The sites were to host two of the biggest and most cutting-edge U.S. solar factories.

But in developments that pv magazine USA has uncovered, SPI’s panel-manufacturing plant in California has suddenly ceased operation and its cell-production site in South Carolina never got off the ground.

The company, which operates under the brand Solar4America in the U.S. market, has issued no public statement about either site, its top officers and corporate attorney have not answered requests for comment and no other media coverage has detailed the projects’ derailments.

Yet, two former Solar4America managers – its former vice president of sales and a former manager of operations – have confirmed the outlines of the two-site shutdown.

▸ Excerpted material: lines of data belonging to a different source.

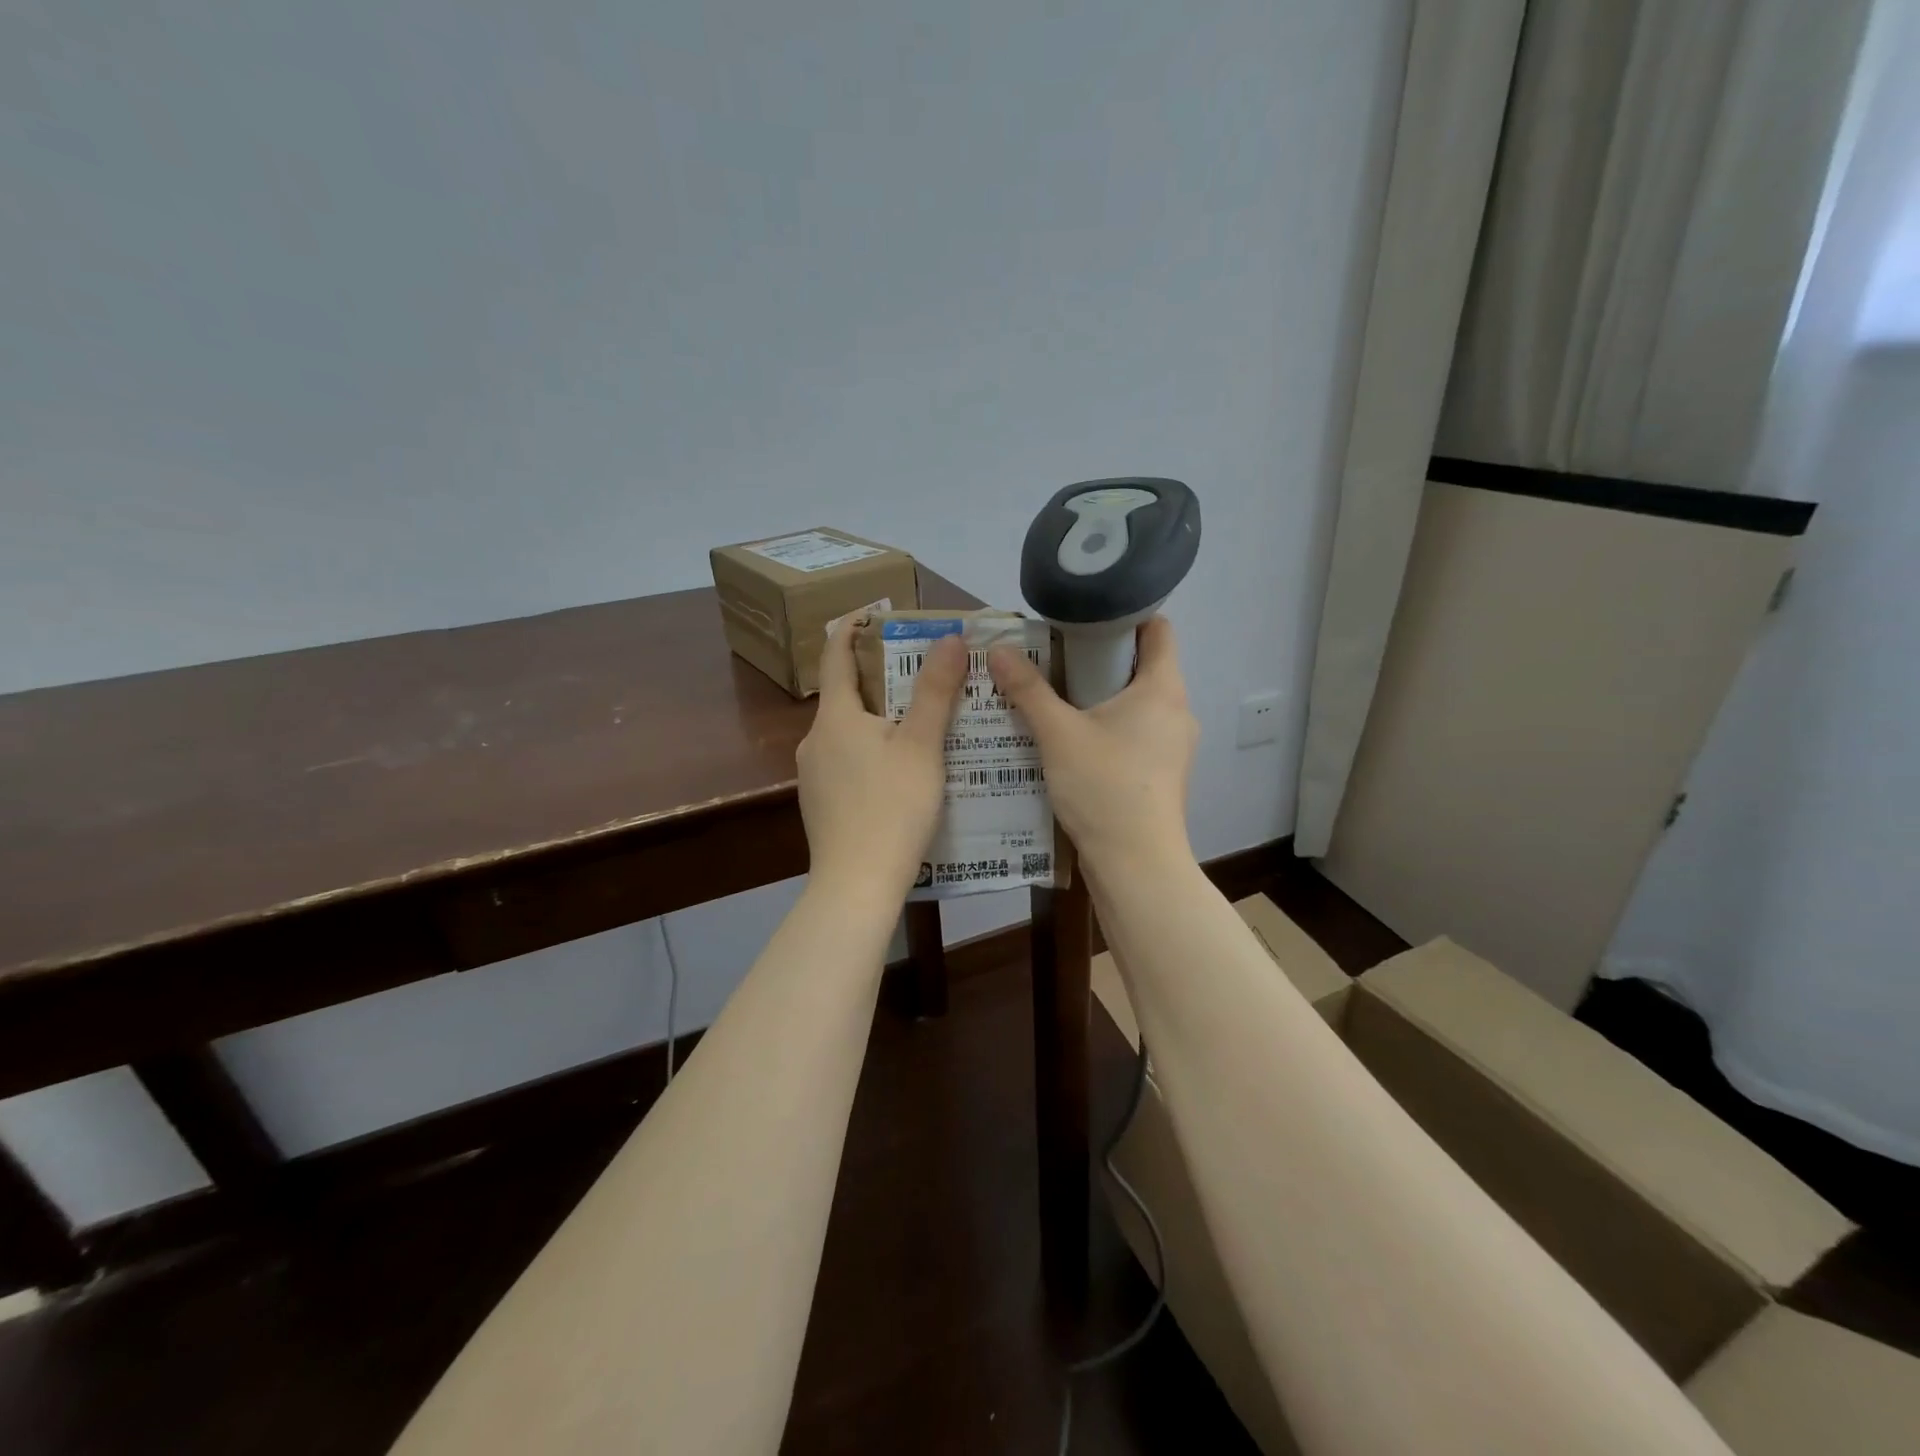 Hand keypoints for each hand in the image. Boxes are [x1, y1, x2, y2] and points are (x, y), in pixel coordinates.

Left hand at [797, 617, 967, 903]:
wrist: (857, 884)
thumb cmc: (892, 807)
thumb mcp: (922, 746)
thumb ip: (935, 691)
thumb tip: (949, 638)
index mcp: (835, 717)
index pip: (836, 655)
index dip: (852, 628)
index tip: (874, 612)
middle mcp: (814, 739)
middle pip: (845, 695)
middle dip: (879, 679)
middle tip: (921, 674)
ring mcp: (812, 775)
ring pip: (847, 732)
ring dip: (878, 720)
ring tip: (920, 725)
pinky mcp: (820, 803)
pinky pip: (846, 762)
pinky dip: (871, 752)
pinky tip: (900, 773)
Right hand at [989, 617, 1197, 883]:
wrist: (1135, 863)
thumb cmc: (1104, 787)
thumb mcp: (1058, 733)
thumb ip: (1028, 689)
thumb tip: (997, 650)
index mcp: (1163, 688)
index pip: (1158, 628)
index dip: (1125, 613)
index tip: (1083, 615)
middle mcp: (1176, 710)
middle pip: (1142, 664)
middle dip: (1098, 656)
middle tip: (1053, 654)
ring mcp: (1172, 744)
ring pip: (1136, 702)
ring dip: (1099, 694)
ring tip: (1054, 694)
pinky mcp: (1161, 772)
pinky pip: (1134, 732)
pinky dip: (1106, 725)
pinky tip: (1070, 737) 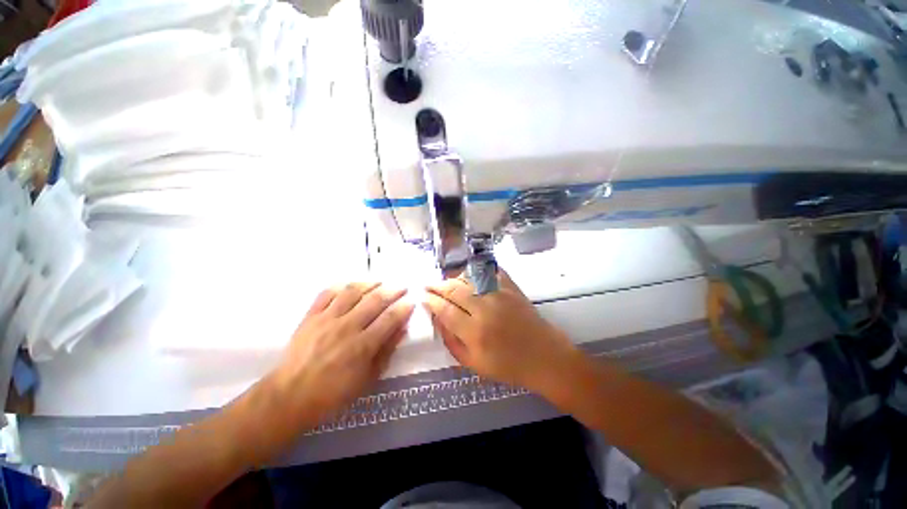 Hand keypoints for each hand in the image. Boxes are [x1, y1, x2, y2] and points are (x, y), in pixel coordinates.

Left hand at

While Solar4America enjoyed robust sales of about 100 MW in 2023, the two former managers said, the company saw sales fall by half in 2024, and it began struggling to cover expenses for payroll, shipping and supply, they said.

The former Solar4America managers are Franz Feuerherdt, vice president of sales from September 2022 to this past January, and Cody Blevins, an operations manager from February 2022 to this past February.

Top executives were betting on domestically manufactured solar products quickly to become much more valuable and Solar4America thereafter to reach viability for an initial public offering (IPO), the former managers said. Though the Inflation Reduction Act began rewarding domestically produced solar in 2023, the boost was not enough to prevent production and therefore sales from becoming bumpy, they said.

“They who were hoping for some good things to happen,” Feuerherdt said.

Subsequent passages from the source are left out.